Defense Minister Yoon Kwang-woong said, “The ministry will make this year a year of rooting out beatings and cruelty committed in the military barracks.” The chronic bad behavior in barracks has been a problem for a long time. The situation has deteriorated, requiring the defense minister to initiate action himself. Most of the 12 cases of suicide in the military this year, were caused by some kind of cruelty directed at the victims. A Marine Corps private was beaten unconscious by a superior.
The military proposes various preventive measures whenever such acts occur. However, the situation has only gotten worse. We can no longer tolerate stopgap measures.
A thorough investigation is needed into whether the rights counseling service, which was implemented after the human excrement incident at a boot camp happened, is operating as hoped. It should be firmly established that those who commit violence destroy their careers.
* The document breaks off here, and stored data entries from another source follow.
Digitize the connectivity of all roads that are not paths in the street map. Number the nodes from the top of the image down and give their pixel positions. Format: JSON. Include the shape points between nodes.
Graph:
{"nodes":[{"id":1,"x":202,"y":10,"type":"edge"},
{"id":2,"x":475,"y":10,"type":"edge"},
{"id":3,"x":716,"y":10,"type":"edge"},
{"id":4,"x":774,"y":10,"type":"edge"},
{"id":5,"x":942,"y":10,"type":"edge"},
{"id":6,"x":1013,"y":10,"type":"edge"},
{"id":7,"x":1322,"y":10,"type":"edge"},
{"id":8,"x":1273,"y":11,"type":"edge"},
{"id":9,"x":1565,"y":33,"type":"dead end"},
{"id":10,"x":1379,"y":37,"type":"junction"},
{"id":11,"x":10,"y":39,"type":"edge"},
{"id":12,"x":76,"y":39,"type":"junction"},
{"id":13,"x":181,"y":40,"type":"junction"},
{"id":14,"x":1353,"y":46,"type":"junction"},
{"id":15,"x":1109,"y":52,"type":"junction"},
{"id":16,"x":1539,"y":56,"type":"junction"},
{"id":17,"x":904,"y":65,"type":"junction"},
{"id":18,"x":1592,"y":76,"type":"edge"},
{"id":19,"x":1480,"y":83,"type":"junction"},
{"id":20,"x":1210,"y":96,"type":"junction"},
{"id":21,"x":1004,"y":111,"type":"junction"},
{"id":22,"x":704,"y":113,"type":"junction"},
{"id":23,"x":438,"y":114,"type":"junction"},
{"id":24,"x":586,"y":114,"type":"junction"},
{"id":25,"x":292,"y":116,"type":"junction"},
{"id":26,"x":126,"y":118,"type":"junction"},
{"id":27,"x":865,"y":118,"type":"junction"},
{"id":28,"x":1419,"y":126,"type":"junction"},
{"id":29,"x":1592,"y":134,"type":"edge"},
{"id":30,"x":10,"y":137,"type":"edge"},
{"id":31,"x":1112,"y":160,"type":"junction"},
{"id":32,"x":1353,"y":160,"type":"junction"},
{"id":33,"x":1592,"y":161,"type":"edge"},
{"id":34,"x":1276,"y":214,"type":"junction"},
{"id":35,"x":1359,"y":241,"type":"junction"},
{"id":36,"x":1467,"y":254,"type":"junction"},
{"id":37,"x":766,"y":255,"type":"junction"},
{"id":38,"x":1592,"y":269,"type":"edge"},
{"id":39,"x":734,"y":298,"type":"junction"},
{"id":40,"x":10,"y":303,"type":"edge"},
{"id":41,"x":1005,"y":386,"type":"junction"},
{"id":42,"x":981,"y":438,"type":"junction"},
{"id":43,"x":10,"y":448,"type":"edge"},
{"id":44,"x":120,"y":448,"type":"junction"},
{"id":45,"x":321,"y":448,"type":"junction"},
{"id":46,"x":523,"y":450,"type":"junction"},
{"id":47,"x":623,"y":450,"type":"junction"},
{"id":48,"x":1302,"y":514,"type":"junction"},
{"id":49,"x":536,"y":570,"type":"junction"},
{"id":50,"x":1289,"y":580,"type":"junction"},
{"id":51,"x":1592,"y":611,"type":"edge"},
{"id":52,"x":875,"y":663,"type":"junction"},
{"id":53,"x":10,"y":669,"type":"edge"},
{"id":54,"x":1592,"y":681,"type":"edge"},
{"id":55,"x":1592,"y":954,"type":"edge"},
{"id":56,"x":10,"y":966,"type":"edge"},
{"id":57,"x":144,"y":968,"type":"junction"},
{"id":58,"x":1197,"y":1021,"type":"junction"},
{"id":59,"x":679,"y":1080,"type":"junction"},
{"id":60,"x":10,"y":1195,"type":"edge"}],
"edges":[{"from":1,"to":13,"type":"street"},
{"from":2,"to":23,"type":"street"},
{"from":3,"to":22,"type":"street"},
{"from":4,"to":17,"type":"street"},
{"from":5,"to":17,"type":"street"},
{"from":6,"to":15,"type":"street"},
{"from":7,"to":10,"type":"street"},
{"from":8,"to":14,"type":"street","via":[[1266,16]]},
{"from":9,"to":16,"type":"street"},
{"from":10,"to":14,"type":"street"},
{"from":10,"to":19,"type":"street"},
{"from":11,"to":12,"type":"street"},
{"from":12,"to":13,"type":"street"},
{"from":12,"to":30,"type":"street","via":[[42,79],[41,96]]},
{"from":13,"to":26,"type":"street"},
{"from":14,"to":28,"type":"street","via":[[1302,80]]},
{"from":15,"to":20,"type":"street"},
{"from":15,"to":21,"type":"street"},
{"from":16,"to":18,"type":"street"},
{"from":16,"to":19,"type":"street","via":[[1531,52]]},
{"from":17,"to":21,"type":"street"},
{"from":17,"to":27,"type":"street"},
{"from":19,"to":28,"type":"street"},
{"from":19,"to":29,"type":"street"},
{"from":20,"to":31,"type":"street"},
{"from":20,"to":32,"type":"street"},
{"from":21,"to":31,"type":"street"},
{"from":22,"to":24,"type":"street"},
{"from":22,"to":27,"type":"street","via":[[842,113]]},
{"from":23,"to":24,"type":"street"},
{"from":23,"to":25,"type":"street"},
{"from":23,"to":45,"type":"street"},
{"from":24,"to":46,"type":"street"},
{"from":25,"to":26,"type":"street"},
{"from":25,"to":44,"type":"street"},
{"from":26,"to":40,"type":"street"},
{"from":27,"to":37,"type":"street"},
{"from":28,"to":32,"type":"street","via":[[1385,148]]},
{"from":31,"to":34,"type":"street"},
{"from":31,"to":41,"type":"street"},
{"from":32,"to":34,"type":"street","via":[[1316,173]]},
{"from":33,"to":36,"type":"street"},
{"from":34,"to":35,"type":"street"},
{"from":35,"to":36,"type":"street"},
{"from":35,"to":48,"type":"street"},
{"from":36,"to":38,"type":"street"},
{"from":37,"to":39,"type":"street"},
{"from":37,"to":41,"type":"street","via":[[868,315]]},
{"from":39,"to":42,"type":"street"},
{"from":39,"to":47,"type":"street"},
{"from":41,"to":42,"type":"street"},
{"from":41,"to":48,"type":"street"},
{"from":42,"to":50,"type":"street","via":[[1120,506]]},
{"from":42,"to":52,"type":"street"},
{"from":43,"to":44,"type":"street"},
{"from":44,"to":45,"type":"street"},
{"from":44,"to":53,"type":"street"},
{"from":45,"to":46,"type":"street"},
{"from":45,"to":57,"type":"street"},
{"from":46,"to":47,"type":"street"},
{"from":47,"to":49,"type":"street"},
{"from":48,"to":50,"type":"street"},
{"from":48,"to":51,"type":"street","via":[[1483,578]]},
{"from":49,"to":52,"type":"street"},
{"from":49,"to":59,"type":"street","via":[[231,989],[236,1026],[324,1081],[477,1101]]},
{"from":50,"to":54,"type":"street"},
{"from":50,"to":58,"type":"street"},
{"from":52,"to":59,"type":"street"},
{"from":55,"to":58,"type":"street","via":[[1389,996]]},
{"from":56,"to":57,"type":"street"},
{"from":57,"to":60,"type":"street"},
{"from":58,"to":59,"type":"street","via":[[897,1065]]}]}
Most of all, it is necessary that commanding officers set an example and show affection for their men. Once the commander of the U.S. Forces in Korea, General Leon LaPorte, set out his motto as: “If you take care of your men, they will take care of you in return.”
He is right. Considering the special characteristics of the military where orders from superiors are followed by subordinates, various problems, including beatings, will be minimized if a superior officer is a role model.
The commander of a division in the field once scolded his men who were delivering presents from an outside source to an officers’ mess.
He said, “Why do you feed officers, while it was the soldiers that suffered the most?”
The most important measure is stopping the practice of beating. The use of violence under Japanese rule survives in our society even after democratization. We have to keep in mind that a military that achieved democratization is stronger than forces under dictatorial rule.
We have to induce participation and devotion, not subordination, through the use of force. If people suffer from such cruelty, who would want to serve in the military?
Attention must be paid to Minister Yoon’s word this time. If cruelty continues even after the army’s commander-in-chief’s declaration, people’s distrust in the military will grow enormously.